US commerce unit expands AI model testing agreements with Google, Microsoft and xAI

by

The Center for AI Standards and Innovation, a unit of the US Department of Commerce, has signed agreements with Google DeepMind, Microsoft and xAI that would let it evaluate frontier AI models before public release, according to a NIST release on Tuesday.

KEY FACTS

  • Scope CAISI will conduct pre-deployment evaluations and targeted research on frontier AI capabilities.
  • Companies Google DeepMind, Microsoft and xAI joined earlier agreements with Anthropic and OpenAI.
  • Earlier deals Similar arrangements were announced in August 2024 under the former US Artificial Intelligence Safety Institute name.
  • Government move Bloomberg reported the White House is preparing an executive order for a vetting system for new AI models.
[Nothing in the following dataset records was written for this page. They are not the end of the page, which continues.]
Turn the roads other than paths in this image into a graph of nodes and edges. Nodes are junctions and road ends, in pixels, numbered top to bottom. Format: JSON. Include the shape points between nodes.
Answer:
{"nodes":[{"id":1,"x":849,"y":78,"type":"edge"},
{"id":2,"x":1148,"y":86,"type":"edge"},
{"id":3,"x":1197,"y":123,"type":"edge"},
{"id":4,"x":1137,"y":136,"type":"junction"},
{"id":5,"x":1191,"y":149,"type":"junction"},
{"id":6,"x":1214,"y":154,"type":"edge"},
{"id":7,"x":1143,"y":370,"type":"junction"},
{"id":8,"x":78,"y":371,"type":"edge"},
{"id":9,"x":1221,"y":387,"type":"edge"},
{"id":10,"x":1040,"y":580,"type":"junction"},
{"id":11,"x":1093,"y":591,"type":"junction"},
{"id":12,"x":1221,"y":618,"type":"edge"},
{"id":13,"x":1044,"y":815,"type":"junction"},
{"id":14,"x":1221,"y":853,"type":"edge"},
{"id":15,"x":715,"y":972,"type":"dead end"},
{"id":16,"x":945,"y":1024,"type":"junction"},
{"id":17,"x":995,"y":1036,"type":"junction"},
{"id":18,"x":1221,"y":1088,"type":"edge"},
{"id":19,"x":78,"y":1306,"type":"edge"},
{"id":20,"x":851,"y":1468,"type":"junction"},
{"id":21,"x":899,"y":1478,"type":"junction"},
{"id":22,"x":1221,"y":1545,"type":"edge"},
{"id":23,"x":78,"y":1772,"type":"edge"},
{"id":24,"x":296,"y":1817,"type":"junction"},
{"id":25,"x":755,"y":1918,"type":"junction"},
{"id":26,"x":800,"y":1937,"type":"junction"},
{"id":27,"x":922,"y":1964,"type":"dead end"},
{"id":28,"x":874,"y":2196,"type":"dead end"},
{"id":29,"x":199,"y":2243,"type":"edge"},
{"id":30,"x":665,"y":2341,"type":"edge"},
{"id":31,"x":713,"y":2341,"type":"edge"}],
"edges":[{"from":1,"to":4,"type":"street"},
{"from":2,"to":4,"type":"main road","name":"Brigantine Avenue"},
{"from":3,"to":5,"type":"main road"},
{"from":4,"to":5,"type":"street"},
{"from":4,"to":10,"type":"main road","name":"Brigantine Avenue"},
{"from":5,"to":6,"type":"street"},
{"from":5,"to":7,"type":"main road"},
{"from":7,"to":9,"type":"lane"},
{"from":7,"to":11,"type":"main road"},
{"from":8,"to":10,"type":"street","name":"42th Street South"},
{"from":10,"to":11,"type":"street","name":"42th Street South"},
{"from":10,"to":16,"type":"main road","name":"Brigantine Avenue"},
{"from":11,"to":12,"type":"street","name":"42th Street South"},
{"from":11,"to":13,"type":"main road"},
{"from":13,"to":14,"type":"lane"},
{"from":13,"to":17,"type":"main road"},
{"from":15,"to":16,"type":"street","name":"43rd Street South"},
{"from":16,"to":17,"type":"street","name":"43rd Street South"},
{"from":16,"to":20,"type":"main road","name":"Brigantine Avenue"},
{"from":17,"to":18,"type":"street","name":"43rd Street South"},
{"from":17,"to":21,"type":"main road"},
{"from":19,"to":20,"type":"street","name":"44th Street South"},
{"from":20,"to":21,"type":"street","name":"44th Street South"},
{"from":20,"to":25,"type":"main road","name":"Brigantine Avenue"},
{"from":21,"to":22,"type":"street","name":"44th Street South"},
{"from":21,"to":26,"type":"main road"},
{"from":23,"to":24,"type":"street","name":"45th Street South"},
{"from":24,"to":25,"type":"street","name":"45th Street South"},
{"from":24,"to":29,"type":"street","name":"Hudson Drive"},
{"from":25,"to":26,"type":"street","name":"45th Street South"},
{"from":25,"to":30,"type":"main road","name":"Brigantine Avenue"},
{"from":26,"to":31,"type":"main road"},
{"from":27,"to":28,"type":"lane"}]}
The agreements give the agency a role in testing advanced systems before they are released to the public. The disclosure says the work is intended to better assess frontier AI capabilities and advance AI security.

Microsoft said the arrangement and others like it are important for building trust in advanced AI systems. It said testing and safeguards need to become more rigorous as model capabilities improve.

Industry analyst Fritz Jean-Louis said the approach points to more proactive security for agentic AI by allowing government-led testing before and after deployment. He said the move could improve visibility into autonomous behavior, though questions remain about intellectual property protection.

The report follows earlier agreements with Anthropic and OpenAI, and it comes as Washington weighs broader federal oversight of new models. Carmi Levy said the recent announcements suggest a significant policy shift toward tighter partnerships with AI vendors and more defined cybersecurity and safety rules.

WHY IT MATTERS

The new agreements could give federal officials earlier insight into model behavior before public release, while also shaping how major AI vendors test and document safety. They may also become part of a wider US system for assessing security risks in advanced AI.